The weekend has come to a close. It’s an open-window kind of night, where I can rest assured that the sounds of Bedford Avenue will be subdued, for a change. The cats are a few steps ahead of me tonight, curled up behind me, occupying opposite corners of the bed. It’s been a good and productive weekend. The house is unpacked; the floors are swept and mopped — it seemed to remove the final remnant of floor-lacquer smell to which I’d become accustomed to coming home — and Robert Plant & Alison Krauss are singing to me through my speakers.

I spent the entire weekend alone — working, cleaning, strolling around the hood, taking photographs, chattering online or on the phone, brushing the cats’ winter coats away. It was nice. Peaceful. Busy. Exhausting, but in that good way I mention below.

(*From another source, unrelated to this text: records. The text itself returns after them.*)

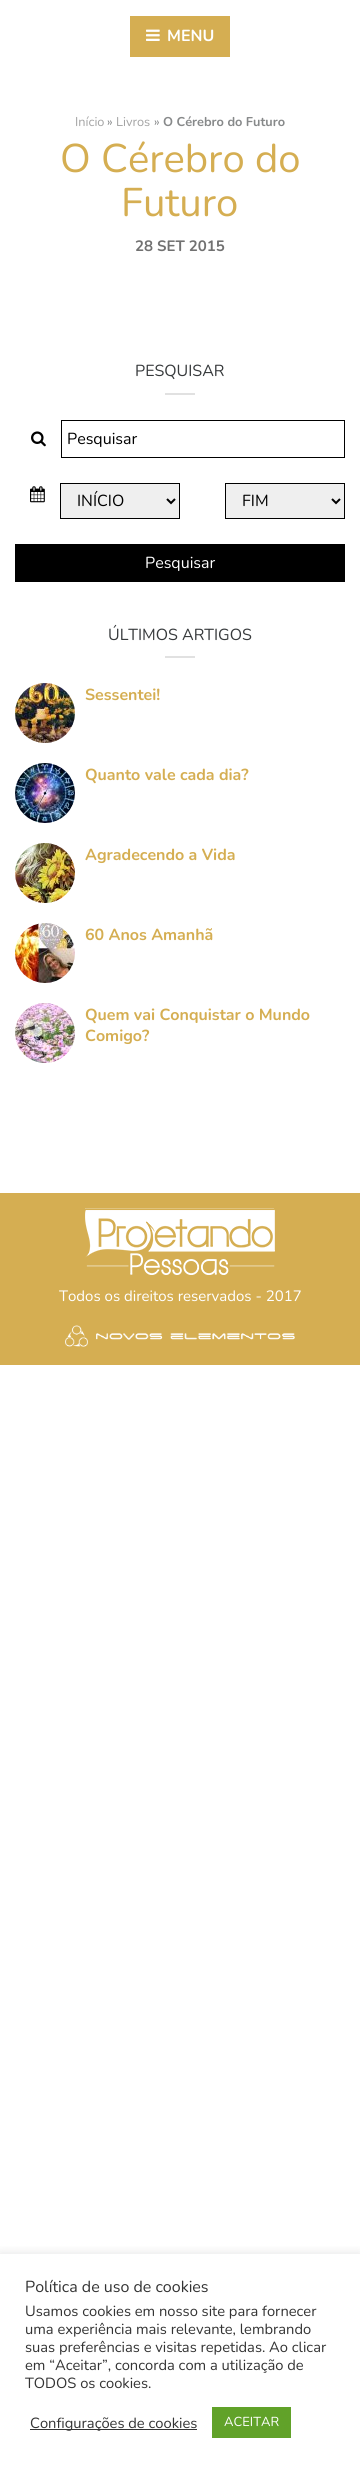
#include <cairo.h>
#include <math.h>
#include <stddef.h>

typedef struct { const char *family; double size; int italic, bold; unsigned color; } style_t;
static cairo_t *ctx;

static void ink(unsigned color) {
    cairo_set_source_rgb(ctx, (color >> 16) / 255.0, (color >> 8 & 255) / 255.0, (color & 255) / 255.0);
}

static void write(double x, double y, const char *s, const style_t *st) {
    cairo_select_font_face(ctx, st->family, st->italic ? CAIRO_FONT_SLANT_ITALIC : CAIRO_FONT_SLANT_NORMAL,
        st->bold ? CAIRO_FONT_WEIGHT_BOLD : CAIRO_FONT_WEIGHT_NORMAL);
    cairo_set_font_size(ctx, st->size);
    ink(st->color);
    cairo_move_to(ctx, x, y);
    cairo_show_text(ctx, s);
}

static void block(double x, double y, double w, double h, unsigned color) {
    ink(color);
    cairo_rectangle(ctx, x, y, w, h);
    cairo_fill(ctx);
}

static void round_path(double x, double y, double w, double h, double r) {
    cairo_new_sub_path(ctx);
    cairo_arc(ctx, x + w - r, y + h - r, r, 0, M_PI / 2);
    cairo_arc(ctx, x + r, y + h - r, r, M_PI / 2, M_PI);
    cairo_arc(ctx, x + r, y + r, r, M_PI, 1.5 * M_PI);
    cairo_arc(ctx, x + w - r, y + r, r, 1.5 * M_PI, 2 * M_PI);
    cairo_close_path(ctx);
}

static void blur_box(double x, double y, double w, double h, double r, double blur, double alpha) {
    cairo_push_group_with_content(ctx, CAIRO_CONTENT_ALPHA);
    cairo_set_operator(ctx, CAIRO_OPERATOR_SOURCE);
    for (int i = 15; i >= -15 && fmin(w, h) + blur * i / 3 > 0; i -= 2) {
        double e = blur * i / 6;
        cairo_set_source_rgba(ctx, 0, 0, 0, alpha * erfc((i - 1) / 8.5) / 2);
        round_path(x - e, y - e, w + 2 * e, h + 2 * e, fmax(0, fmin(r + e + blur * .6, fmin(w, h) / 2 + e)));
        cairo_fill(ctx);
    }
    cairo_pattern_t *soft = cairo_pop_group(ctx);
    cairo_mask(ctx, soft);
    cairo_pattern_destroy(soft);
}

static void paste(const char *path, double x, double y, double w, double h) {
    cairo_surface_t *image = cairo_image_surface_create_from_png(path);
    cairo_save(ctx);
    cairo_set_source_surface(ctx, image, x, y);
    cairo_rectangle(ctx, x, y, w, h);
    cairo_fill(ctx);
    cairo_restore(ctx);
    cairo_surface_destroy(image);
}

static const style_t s1 = {"Nunito", 16, 0, 1, 0xffffff};
static const style_t s2 = {"Nunito", 12.75, 0, 0, 0xa3a3a3};
static const style_t s3 = {"Nunito", 12.75, 0, 0, 0x87898a};
static const style_t s4 = {"Nunito", 12.75, 0, 1, 0x87898a};
static const style_t s5 = {"Nunito", 40, 0, 0, 0xd5ae52};
static const style_t s6 = {"Nunito", 15, 0, 1, 0x717171};
static const style_t s7 = {"Nunito", 16, 0, 0, 0x373a3c};
static const style_t s8 = {"Nunito", 16, 0, 0, 0x000000};
static const style_t s9 = {"Nunito", 16, 0, 0, 0xffffff};
static const style_t s10 = {"Nunito", 16, 0, 1, 0xd5ae52};
static const style_t s11 = {"Nunito", 15, 0, 0, 0xffffff};
static const style_t s12 = {"Nunito", 16, 0, 0, 0x333333};
static const style_t s13 = {"Nunito", 14.7, 0, 0, 0x333333};
static const style_t s14 = {"Nunito", 13, 0, 0, 0xffffff};

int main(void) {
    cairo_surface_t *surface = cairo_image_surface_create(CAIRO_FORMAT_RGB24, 360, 2468);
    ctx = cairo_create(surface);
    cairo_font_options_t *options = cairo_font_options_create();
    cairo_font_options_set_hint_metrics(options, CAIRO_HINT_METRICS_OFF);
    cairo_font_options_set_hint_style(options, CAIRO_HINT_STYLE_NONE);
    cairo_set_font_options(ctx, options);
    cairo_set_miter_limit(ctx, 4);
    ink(0xffffff);
    cairo_paint(ctx);
    block(130, 16, 100, 41, 0xd5ae52);
    paste("pic1.png", 146, 29, 14, 12);
    write(167, 41, "MENU", &s1);
    write(75, 126, "Início", &s2);
    write(107, 126, "»", &s3);
    write(116, 126, "Livros", &s2);
    write(154, 126, "»", &s3);
    write(163, 126, "O Cérebro do Futuro", &s4);
    write(60, 172, "O Cérebro do", &s5);
    write(121, 216, "Futuro", &s5);
    write(135, 251, "28 SET 2015", &s6);
    write(135, 376, "PESQUISAR", &s7);
    block(165, 393, 30, 2, 0xe1e1e1);
    paste("pic2.png", 31, 431, 15, 16);
    cairo_rectangle(ctx, 61.5, 420.5, 283, 37);
    ink(0x000000);
    cairo_set_line_width(ctx, 1);
    cairo_stroke(ctx);
    write(67, 444, "Pesquisar", &s8);
    paste("pic3.png", 30, 486, 15, 17);
    ink(0xefefef);
    cairo_rectangle(ctx, 60.5, 483.5, 119, 35);
    cairo_fill_preserve(ctx);
    ink(0x000000);
    cairo_stroke(ctx);
    cairo_new_path(ctx);
    cairo_move_to(ctx, 167, 499);
    cairo_line_to(ctx, 171, 503);
    cairo_line_to(ctx, 175, 499);
    cairo_set_line_width(ctx, 2);
    cairo_stroke(ctx);
    write(77, 506, "INÍCIO", &s8);
    ink(0xefefef);
    cairo_rectangle(ctx, 225.5, 483.5, 119, 35);
    cairo_fill_preserve(ctx);
    ink(0x000000);
    cairo_set_line_width(ctx, 1);
    cairo_stroke(ctx);
    cairo_new_path(ctx);
    cairo_move_to(ctx, 332, 499);
    cairo_line_to(ctx, 336, 503);
    cairo_line_to(ctx, 340, 499);
    cairo_set_line_width(ctx, 2);
    cairo_stroke(ctx);
    write(242, 506, "FIM", &s8);
    block(15, 544, 330, 38, 0x000000);
    write(145, 568, "Pesquisar", &s9);
    write(108, 640, "ÚLTIMOS ARTIGOS", &s7);
    block(165, 656, 30, 2, 0xe1e1e1);
    paste("pic4.png", 15, 683, 60, 60);
    write(85, 700, "Sessentei!", &s10);
    paste("pic5.png", 15, 763, 60, 60);
    write(85, 780, "Quanto vale cada dia?", &s10);
    paste("pic6.png", 15, 843, 60, 60);
    write(85, 860, "Agradecendo a Vida", &s10);
    paste("pic7.png", 15, 923, 60, 60);
    write(85, 940, "60 Anos Amanhã", &s10);
    paste("pic8.png", 15, 1003, 60, 60);
    write(85, 1020, "Quem vai Conquistar o Mundo", &s10);
    write(85, 1041, "Comigo?", &s10);
    block(0, 1193, 360, 172, 0xd5ae52);
    paste("pic9.png", 85, 1208, 190, 67);
    write(59, 1301, "Todos os direitos reservados - 2017", &s11);
    paste("pic10.png", 65, 1325, 230, 22);
    cairo_save(ctx);
    cairo_rectangle(ctx, 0, 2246, 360, 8);
    cairo_clip(ctx);
    ink(0xacabab);
    blur_box(0, 2253, 360, 214, 0, 5, 0.3);
    cairo_restore(ctx);
    write(25, 2292, "Política de uso de cookies", &s12);
    write(25, 2316, "Usamos cookies em nosso site para fornecer", &s13);
    write(25, 2334, "uma experiência mais relevante, lembrando", &s13);
    write(25, 2352, "suas preferências e visitas repetidas. Ao clicar", &s13);
    write(25, 2370, "em “Aceitar”, concorda com a utilização de", &s13);
    write(25, 2388, "TODOS os cookies.", &s13);
    block(30, 2429, 167, 1, 0x333333);
    write(30, 2428, "Configurações de cookies", &s13);
    block(212, 2407, 79, 31, 0x61a229);
    write(224, 2426, "ACEITAR", &s14);
    cairo_surface_write_to_png(surface, "screenshot.png");
    cairo_font_options_destroy(options);
    cairo_destroy(ctx);
    cairo_surface_destroy(surface);
    return 0;
}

I’m ready for bed and, for the first time in a long time, I feel energized for the week to begin.

My new home loves me.

30 April 2008

NO ALARMS AND NO SURPRISES

That exhaustion I mentioned? It’s fully set in. Still, it’s a good kind. Sometimes my life would fall into the kind of rut where it’s a sort of wasted lethargy. Or maybe wasted away. You know, when it’s your get up, go to work, come home, cook dinner, putter around, go to bed routine. Nothing new happens and you’re tired of the life you’ve got. No alarms and no surprises.

Instead I’ve got that sigh-of-contentment, everything’s-done kind of exhaustion. The kind that makes you want to collapse into bed and sleep as the vampires do. I think right now, on the beginning of this new month, I’m particularly excited that I’ve uprooted and found new soil in which to plant myself for the next month. One without a lifeforce-sucking roommate-child, at that! Plus, I just like my new digs. Even my cats are getting along nicely — and that’s no small feat!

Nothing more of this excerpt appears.